Der Reiz einer Karaoke-Einheit ist nicht mit dem Einsatz des Halbplaybacks von Musikbüchern zu vergleichen – das Medium ist ein völlig anderes: Das Singen der Lieder zu den CDs zu Unterrichtswerken ist der Standard im Musikunterricht – Karaoke allerdings entstammt einer gewissen exotischen Welt, erinnert an Asien, hängt in gewisser Weise mit der Welt der jungen Erwachsenen zusammen und impliziert jenen Spiel-und-Spaß-Charakter, wie man ihn sonst nur im Sportunterricht findet. Und dennoch wird der Musikunterricht nicht zum Aktionismus da stets der Gesang und die Freude am musikalischen Ausdruck mit der Stimme im Vordergrund stehen – geschieht dies zielgerichtet in Verbindung mit gewissen „Regeln“ (saubere Intonation, gute Artikulation, gutes Timing, Timbre etc.) kann man hierdurch rein spielerisch sehr hohe Ziele des Singens in der Schule erreichen.
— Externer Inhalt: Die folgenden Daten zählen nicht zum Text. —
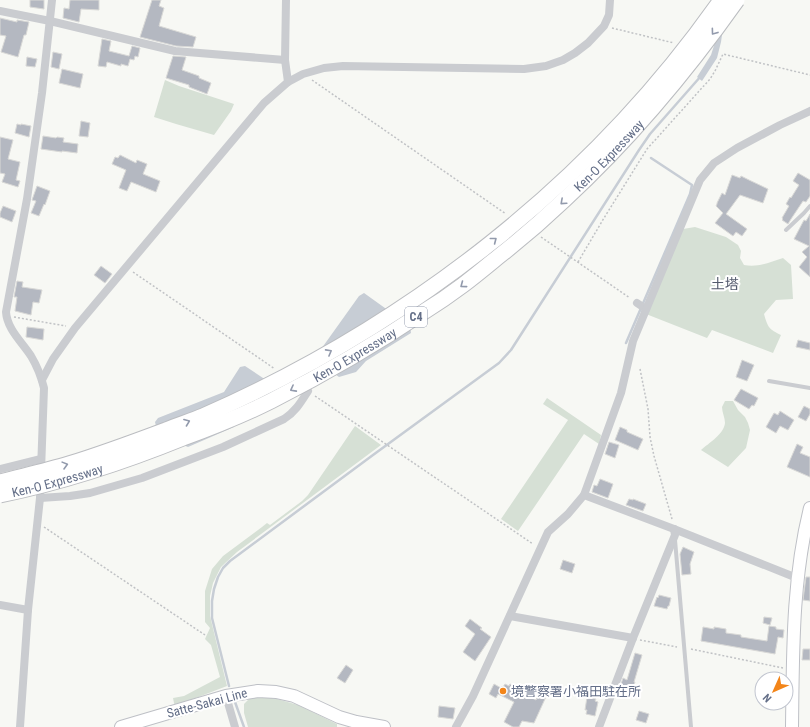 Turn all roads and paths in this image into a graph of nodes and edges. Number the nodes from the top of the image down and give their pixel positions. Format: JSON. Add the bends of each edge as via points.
{"nodes":[{"id":1,"x":52,"y":0,"type":"edge"},
{"id":2,"x":286,"y":0,"type":"edge"},
{"id":3,"x":610,"y":0,"type":"edge"},
{"id":4,"x":721,"y":0,"type":"edge"},
{"id":5,"x":737,"y":0,"type":"edge"},
{"id":6,"x":0,"y":11,"type":"edge"},
{"id":7,"x":50,"y":21,"type":"junction"},
{"id":8,"x":604,"y":26,"type":"junction"},
{"id":9,"x":676,"y":43,"type":"dead end"},
{"id":10,"x":285,"y":60,"type":"junction"},
{"id":11,"x":303,"y":74,"type":"junction"},
{"id":12,"x":810,"y":75,"type":"edge"},
{"id":13,"x":288,"y":82,"type":"junction"},
{"id":14,"x":810,"y":111,"type":"edge"},
{"id":15,"x":810,"y":206,"type":"edge"},
{"id":16,"x":512,"y":218,"type":"dead end"},
{"id":17,"x":786,"y":230,"type":"dead end"},
{"id":18,"x":538,"y":235,"type":"dead end"},
{"id":19,"x":578,"y":263,"type":"junction"},
{"id":20,"x":126,"y":267,"type":"junction"},
{"id":21,"x":637,"y":303,"type":"joint"},
{"id":22,"x":646,"y":309,"type":"junction"},
{"id":23,"x":2,"y":312,"type":"edge"},
{"id":24,"x":75,"y":328,"type":"junction"},
{"id":25,"x":276,"y":369,"type":"dead end"},
{"id":26,"x":640,"y":369,"type":"dead end"},
{"id":27,"x":42,"y":380,"type":"junction"},
{"id":28,"x":769,"y":381,"type":"dead end"},
{"id":29,"x":810,"y":388,"type":"edge"},
{"id":30,"x":308,"y":391,"type":"joint"},
{"id":31,"x":41,"y":459,"type":"junction"},
{"id":32,"x":0,"y":469,"type":"edge"},
{"id":33,"x":0,"y":482,"type":"edge"},
{"id":34,"x":584,"y":494,"type":"junction"},
{"id":35,"x":0,"y":495,"type":"edge"},
{"id":36,"x":40,"y":498,"type":"junction"},
{"id":37,"x":810,"y":508,"type":"edge"},
{"id":38,"x":37,"y":522,"type":"junction"},
{"id":39,"x":674,"y":532,"type":"junction"},
{"id":40,"x":541,"y":549,"type":"junction"},
{"id":41,"x":797,"y":578,"type":"junction"},
{"id":42,"x":0,"y":605,"type":"edge"},
{"id":43,"x":28,"y":610,"type":"junction"},
{"id":44,"x":510,"y":616,"type":"junction"},
{"id":45,"x":205,"y":635,"type":"dead end"},
{"id":46,"x":633,"y":638,"type":"junction"},
{"id":47,"x":685,"y":648,"type":"junction"},
{"id":48,"x":793,"y":669,"type":"junction"},
{"id":49,"x":226,"y":696,"type":"junction"},
{"id":50,"x":20,"y":727,"type":"edge"},
{"id":51,"x":121,"y":727,"type":"edge"},
{"id":52,"x":235,"y":727,"type":"edge"},
{"id":53,"x":384,"y":727,"type":"edge"},
{"id":54,"x":456,"y":727,"type":"edge"},
{"id":55,"x":599,"y":727,"type":"edge"},
{"id":56,"x":691,"y":727,"type":"edge"},
{"id":57,"x":792,"y":727,"type":"edge"}],
"edges":[{"from":1,"to":7,"type":"street"},
{"from":2,"to":10,"type":"street"},
{"from":3,"to":8,"type":"street","via":[[609,15]]},
{"from":33,"to":4,"type":"highway","name":"Ken-O Expressway","number":"C4","one_way":true,"bridge":true,"via":[[128,445],[202,416],[263,388],[390,317],[452,273],[554,190],[634,109]]},
{"from":5,"to":35,"type":"highway","name":"Ken-O Expressway","number":"C4","one_way":true,"bridge":true,"via":[[678,79],[605,161],[564,201],[463,286],[337,366],[270,401],[208,429],[80,475]]},
{"from":6,"to":7,"type":"street"},
{"from":7,"to":10,"type":"street","via":[[175,51]]},
{"from":7,"to":23,"type":"street","via":[[27,199]]},
{"from":8,"to":9,"type":"path"},
{"from":8,"to":11,"type":"street","via":[[575,53],[546,66],[524,69],[344,66]]},
{"from":10,"to":13,"type":"street"},
{"from":11,"to":13,"type":"street"},
{"from":11,"to":16,"type":"path"},
{"from":12,"to":19,"type":"path","via":[[723,54],[710,79],[647,149]]},
{"from":13,"to":20,"type":"street","via":[[264,102]]},
{"from":14,"to":22,"type":"street","via":[[737,148],[714,163],[700,180]]},
{"from":15,"to":17,"type":"lane"},
{"from":18,"to":19,"type":"path"},
{"from":19,"to":21,"type":"path"},
{"from":20,"to":24,"type":"street"},
{"from":20,"to":25,"type":"path"},
{"from":21,"to":22,"type":"street"},
{"from":22,"to":34,"type":"street","via":[[633,341],[621,393]]},
{"from":23,"to":24,"type":"path","via":[[10,316]]},
{"from":23,"to":27,"type":"street","via":[[31,356]]},
{"from":24,"to":27,"type":"street"},
{"from":26,"to":39,"type":"path","via":[[654,456]]},
{"from":27,"to":31,"type":"street","via":[[44,388]]},
{"from":28,"to":29,"type":"lane"},
{"from":30,"to":36,"type":"street","via":[[290,415],[223,447],[142,478],[90,493]]},
{"from":30,"to":40,"type":"path"},
{"from":31,"to":32,"type":"street"},
{"from":31,"to":36,"type":"street"},
{"from":34,"to":39,"type":"street"},
{"from":34,"to":40,"type":"street","via":[[568,514],[548,532]]},
{"from":36,"to":38,"type":"street"},
{"from":37,"to":41,"type":"main road"},
{"from":38,"to":43,"type":"street"},
{"from":38,"to":45,"type":"path"},
{"from":39,"to":41,"type":"street"},
{"from":39,"to":46,"type":"street"},
{"from":39,"to":47,"type":"lane"},
{"from":40,"to":44,"type":"street"},
{"from":41,"to":48,"type":"main road"},
{"from":42,"to":43,"type":"street"},
{"from":43,"to":50,"type":"street"},
{"from":44,"to":46,"type":"street"},
{"from":44,"to":54,"type":"street"},
{"from":46,"to":47,"type":"path"},
{"from":46,"to":55,"type":"street"},
{"from":47,"to":48,"type":"path"},
{"from":47,"to":56,"type":"lane"},
{"from":48,"to":57,"type":"main road"},
{"from":49,"to":51,"type":"main road","name":"Satte-Sakai Line"},
{"from":49,"to":52,"type":"street"},
{"from":49,"to":53,"type":"main road","name":"Satte-Sakai Line","via":[[258,690],[276,692],[294,696],[351,720]]}]}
Eines ist diese Form des Singens allerdings und gerade hierfür sollte sie geschätzt werden: unbewusste Leseförderung – und dies auf sehr hoher Ebene, denn das flüssige „vom-Blatt-Lesen“ ist quasi die Eintrittskarte für jedes Karaoke-Singen. Gerade im Hauptschulbereich sieht man sicher immer wieder dem Problem gegenüber, dass das Lesen als solches als nahezu abgelehnt wird – meist aus mangelhafter Leseleistung (nachvollziehbar) resultierend. Beim Karaoke-Singen hingegen gehört es schon fast zur Grundspieltechnik, dass im Liedtext geholpert wird, dass man Probleme mit schnellen Passagen hat und dass manche Textphrasen ausgelassen werden (müssen), da das Lied einfach zu schnell weiter geht. Hier bietet es sich an, anfangs wenige Songs mehrfach singen zu lassen, so dass sich der Text einschleift – also eine Leseförderung „von hinten durch die Brust ins Auge …“, welche sich mit Sicherheit auch gut in den Englischunterricht integrieren lässt.